Thursday, September 3, 2015

I hit a young deer

I hit a young deer two days ago.  Because I have no photographs of this story, I am adding three images of making a gift of tobacco and breath to a tree. The lesson from the young deer feels as big as this tree.


I am driving home from a wedding--telling myself stories about how profound and beautiful it all was--and not paying attention.  A young deer jumps from the roadside ditch and there I am--not paying attention.  A solid thud and the deer is lying on the wet pavement in spasms of jerking movement.  Surely it is dying.

Because this is Cortes Island and traffic is rare after the last ferry in the early still-bright evening, I stop my car in the middle of the road and move its young body into my lane away from anyone else coming.  I sit on the pavement with him, holding his head in my palms so he will not die with his face against the asphalt, but he does not die.

We just sit there, this small animal with little swelling bumps where horns would have some day grown--and an old lady sad but not crying, not trying to do anything but be there.  Several people drive by, each one asking what happened, what needs helping.  I say we are fine.  We don't need anything.  By this time the young deer is watching me.  I am thinking death is coming soon, and because I make drums I am wondering if I will be able to get the deer's body into the trunk of my car so at least my skill can serve his spirit with another form.

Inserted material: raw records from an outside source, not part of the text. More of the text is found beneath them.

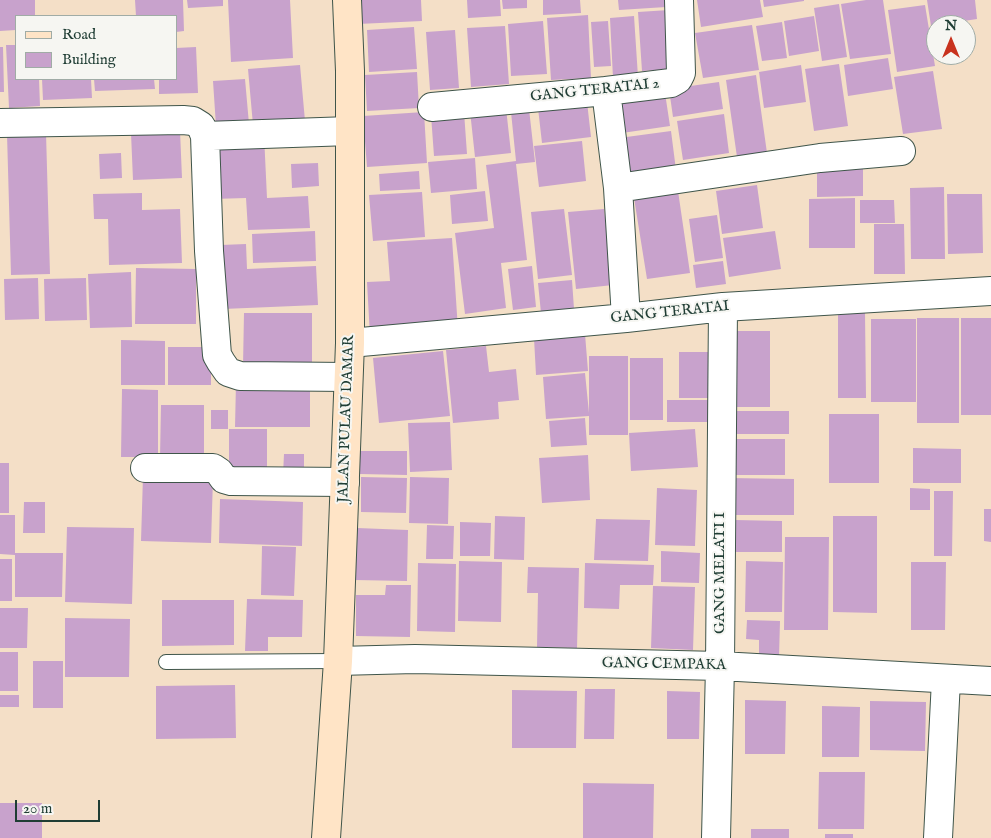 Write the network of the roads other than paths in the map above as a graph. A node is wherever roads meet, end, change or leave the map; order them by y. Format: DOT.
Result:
graph roads {
  1 [pos="347,0"];
  2 [pos="679,0"];
  3 [pos="606,91"];
  4 [pos="432,107"];
  5 [pos="0,122"];
  6 [pos="350,130"];
  7 [pos="205,136"];
  8 [pos="901,151"];
  9 [pos="618,188"];
  10 [pos="991,290"];
  11 [pos="723,307"];
  12 [pos="626,318"];
  13 [pos="350,343"];
  14 [pos="348,377"];
  15 [pos="145,468"];
  16 [pos="345,482"];
  17 [pos="338,661"];
  18 [pos="166,662"];
  19 [pos="720,666"];
  20 [pos="946,680"];
  21 [pos="991,681"];
  22 [pos="326,838"];
  23 [pos="716,838"];
  24 [pos="938,838"];
  1 -- 6 [label="street, JALAN PULAU DAMAR"];
  2 -- 3 [label="street, GANG TERATAI 2"];
  3 -- 4 [label="street, GANG TERATAI 2"];
  3 -- 9 [label="street"];
  5 -- 7 [label="street"];
  6 -- 7 [label="street"];
  6 -- 13 [label="street, JALAN PULAU DAMAR"];
  7 -- 14 [label="street"];
  8 -- 9 [label="street"];
  9 -- 12 [label="street"];
  10 -- 11 [label="street, GANG TERATAI"];
  11 -- 12 [label="street, GANG TERATAI"];
  11 -- 19 [label="street, GANG MELATI I"];
  12 -- 13 [label="street, GANG TERATAI"];
  13 -- 14 [label="street, JALAN PULAU DAMAR"];
  14 -- 16 [label="street, JALAN PULAU DAMAR"];
  15 -- 16 [label="street"];
  16 -- 17 [label="street, JALAN PULAU DAMAR"];
  17 -- 18 [label="lane"];
  17 -- 19 [label="street, GANG CEMPAKA"];
  17 -- 22 [label="street, JALAN PULAU DAMAR"];
  19 -- 20 [label="street, GANG CEMPAKA"];
  19 -- 23 [label="street, GANG MELATI I"];
  20 -- 21 [label="street, GANG CEMPAKA"];
  20 -- 24 [label="street"];
}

A young man passes by on a bike, gets off and joins us.  He manages to carry the deer to the long wet grass by the side of the road so I can move my car in the darkening gloom.  The young man, the deer and I stay together beside the road for what seems like quite a while--the humans crouched in the wet, the deer lying with legs outstretched and spasms of shivers running along its muscles. There is nothing obviously broken, certainly some scrapes and cuts but no blood and no bones showing. But I think the shock has been too much and now the deer's life is surely passing away in the subsiding tremors.

Someone stops and asks if we want a knife.  I say to the young man,"Which would you rather choose? To die here in the cool wet grass in the fading light, or have your throat cut?"  We decide none of us wants a knife.  We become aware our petting the deer like a pet cat or dog is probably not being understood in the same way by this wild creature.  First assaulted by an unimaginable thing, then moved twice and now held in place with alien smells and sounds and touch.  The young man makes a hollow beside a hydro pole on the other side of the ditch and carries the now actively struggling young deer to it.  The deer is lying in the bed with legs tucked under its belly and holding its head up.


Later at home I read about what I possibly should have done when I hit a deer.  Yet in this one small instance I think what we all did was correct. The humans did not panic or try to fix anything so the deer could receive death, or life, in its own way.  The next morning while driving slowly by I could not resist looking into the hollow place by the pole.  I saw that it was empty.